De-link organizations and teams

[jace]

Lastuser's Organization and Team models are modelled on GitHub's. The assumptions are:

1. An Organization is a public-facing brand identity and has a username that shares namespace with User account. (There has been a discussion to merge these at the database level in Merge User, Organization and Team models into a new Principal model #91).
2. Organizations contain two or more Teams, Owners and Members (originally one, latter added with "Members" team #28), which cannot be deleted, and any number of user-added teams.
3. Teams are private to the Organization. Only members of the Organization can see the list of teams and membership of the individual teams. (Prior to "Members" team #28, any member of a team was considered a member of the organization. It is unclear if "Members" team #28 has resolved this appropriately since some notion of "membership" also exists in Flask-Lastuser.)

Under expected use circumstances, an average user will be a member of one organization, their employer, and maybe a few more representing non-profit causes or community groups.

With the benefit of hindsight of the past few years, we now know that (a) organizations are used to represent brandnames, so it's normal for an active user of HasGeek's infra (such as HasGeek staff) to be a part of ten or more organizations, and that (b) any changes to staff require adding or removing them from teams within each of these organizations, which is a pain. We've discussed having parent organizations (#6) as a means to centralise team management, with the caveat that the Owners and Members teams are special-cases that cannot be inherited, so those will instead be virtual teams, representing both their own members and inherited members.

Since #6 (and the related #34) represent tricky architecture – we may have a use case for parents of parents, making team membership lookups recursive – this issue presents an alternative proposal: de-link Team from Organization.

1. A Team can now be free-standing, having no associated Organization, while an Organization can still require an Owners and Members team to be specified (user selects from existing or makes new).
2. Since Team management rights are currently inherited from the Organization (you have to be in the org's Owners team), we will instead need membership flags that indicate administrative rights within the team.
3. As this is an incompatible change, Lastuser's API level 1 will need deprecation. Flask-Lastuser will need to be upgraded and all apps that currently use the Team model will be in limbo.
4. Writing an Alembic migration will be non-trivial. We will have to set the admin member flag based on whether the member is also present in the Owners team.

[jace]

Counterpoint: Teams are also useful for creating lists of individuals in which the maintainer of the list is not also a member of the list. Access rights to create such a list is currently granted via the organization's ownership.

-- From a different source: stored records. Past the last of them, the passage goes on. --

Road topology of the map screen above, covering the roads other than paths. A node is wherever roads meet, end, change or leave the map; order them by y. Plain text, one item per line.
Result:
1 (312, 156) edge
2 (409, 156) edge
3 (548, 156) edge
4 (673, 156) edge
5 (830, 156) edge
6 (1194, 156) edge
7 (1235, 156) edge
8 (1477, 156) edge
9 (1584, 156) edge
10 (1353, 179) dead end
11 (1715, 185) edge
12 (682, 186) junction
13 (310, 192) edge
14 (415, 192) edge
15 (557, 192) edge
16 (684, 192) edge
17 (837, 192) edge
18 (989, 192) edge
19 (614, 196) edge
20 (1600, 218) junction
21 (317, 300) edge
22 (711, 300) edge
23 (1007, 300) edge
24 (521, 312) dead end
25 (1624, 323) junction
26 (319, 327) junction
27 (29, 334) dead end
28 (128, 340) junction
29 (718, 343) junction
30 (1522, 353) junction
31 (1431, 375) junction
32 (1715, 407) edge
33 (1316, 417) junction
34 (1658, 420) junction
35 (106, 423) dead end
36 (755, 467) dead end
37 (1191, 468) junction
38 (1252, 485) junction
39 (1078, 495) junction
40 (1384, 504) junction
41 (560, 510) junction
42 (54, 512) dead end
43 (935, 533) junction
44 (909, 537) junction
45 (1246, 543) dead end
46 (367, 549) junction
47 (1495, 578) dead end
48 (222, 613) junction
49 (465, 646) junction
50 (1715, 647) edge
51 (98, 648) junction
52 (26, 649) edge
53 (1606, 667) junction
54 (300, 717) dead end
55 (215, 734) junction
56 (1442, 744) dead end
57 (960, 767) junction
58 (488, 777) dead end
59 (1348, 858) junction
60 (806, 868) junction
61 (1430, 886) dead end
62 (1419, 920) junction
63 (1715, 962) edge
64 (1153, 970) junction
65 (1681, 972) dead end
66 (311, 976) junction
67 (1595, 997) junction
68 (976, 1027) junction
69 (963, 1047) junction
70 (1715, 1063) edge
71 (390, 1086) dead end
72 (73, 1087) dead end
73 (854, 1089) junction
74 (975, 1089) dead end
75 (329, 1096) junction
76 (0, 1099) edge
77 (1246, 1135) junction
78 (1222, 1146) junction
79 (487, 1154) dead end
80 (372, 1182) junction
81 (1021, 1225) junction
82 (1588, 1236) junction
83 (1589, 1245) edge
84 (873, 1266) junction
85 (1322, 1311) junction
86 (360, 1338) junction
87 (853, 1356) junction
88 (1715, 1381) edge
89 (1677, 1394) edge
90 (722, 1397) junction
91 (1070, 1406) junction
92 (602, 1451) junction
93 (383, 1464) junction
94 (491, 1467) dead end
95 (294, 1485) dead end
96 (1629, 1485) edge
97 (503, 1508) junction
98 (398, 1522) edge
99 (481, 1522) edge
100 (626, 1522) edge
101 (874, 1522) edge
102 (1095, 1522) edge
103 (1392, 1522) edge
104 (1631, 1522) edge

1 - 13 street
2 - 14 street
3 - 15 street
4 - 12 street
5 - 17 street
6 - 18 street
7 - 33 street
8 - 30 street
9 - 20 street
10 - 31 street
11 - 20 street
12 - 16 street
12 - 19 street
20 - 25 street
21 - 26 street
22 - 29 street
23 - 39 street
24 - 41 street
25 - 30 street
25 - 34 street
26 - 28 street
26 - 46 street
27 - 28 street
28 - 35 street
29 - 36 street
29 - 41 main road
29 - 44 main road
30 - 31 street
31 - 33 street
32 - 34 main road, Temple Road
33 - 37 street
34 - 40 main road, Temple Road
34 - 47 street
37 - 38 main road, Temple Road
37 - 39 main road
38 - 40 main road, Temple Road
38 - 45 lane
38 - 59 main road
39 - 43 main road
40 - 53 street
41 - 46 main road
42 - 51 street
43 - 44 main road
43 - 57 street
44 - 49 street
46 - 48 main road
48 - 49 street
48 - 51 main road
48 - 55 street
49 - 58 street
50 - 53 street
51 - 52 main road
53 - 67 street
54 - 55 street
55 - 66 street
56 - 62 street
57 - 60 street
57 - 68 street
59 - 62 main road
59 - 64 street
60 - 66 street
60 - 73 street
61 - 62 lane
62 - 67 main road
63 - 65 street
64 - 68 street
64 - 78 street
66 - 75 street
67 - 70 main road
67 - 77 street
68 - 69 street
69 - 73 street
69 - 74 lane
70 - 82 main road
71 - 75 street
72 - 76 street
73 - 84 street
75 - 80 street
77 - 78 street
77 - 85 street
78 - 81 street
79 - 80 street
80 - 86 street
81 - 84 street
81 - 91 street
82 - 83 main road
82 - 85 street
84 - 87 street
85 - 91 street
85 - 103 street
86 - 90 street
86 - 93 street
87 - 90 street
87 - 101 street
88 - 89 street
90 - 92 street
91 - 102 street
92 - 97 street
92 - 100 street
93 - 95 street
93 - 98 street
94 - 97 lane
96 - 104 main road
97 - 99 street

If teams have no parent organization, the only way to have edit access to the team is by also being a member and having the appropriate membership flag (admin/owner) set. This makes it impossible to maintain a list of other people.

Why is this required? In #34 we wanted to promote a certain use case for teams up to the level of being an organization. The 2015 edition of The Fifth Elephant had an editorial panel comprised of non-HasGeek staff, but managed by a HasGeek staff member. If the team's membership was meant to be a statement of record on who was in the EP, it can't have a non-member (of the real-life entity) be a member of the team just for the sake of managing it. This brings up another scenario: sometimes the team is archived and membership is for the record, not for current activity, so it should be possible to "archive" a team, making it read-only -- or preventing a user from leaving a team by themselves, requiring the team's admin to do that instead.

[jace]

As an extension: Teams can optionally be owned by an Organization, allowing the team admin to then be present outside the team.

[jace]

We can make all this simpler by reversing the assumptions. Specifically:

1. Allow users to directly be members of organizations, without being a part of a team.
2. Remove the special case Members and Owners teams, converting those into roles (Introduce roles alongside permissions #118), but with roles being present on users rather than teams.
3. Allow optional teams (current functionality once Owners and Members are removed). Team members are not organization members unless they are also direct members, thereby allowing guests. This is also current functionality once the Members team becomes a Member role.
4. Optional: Allow teams to have roles in the organization. This is potentially problematic in that it introduces complexity with uncertain value. (With this, we reverse the original assumption in Introduce roles alongside permissions #118 that teams have roles, not individuals.)
5. Optional: Allow sub-organizations (Organizations should take a parent organization #6) where the sub-org inherits roles (and teams?) from the parent organization.

With this approach, organizations start out like teams with a simple list of members, but acquire complexity as needed.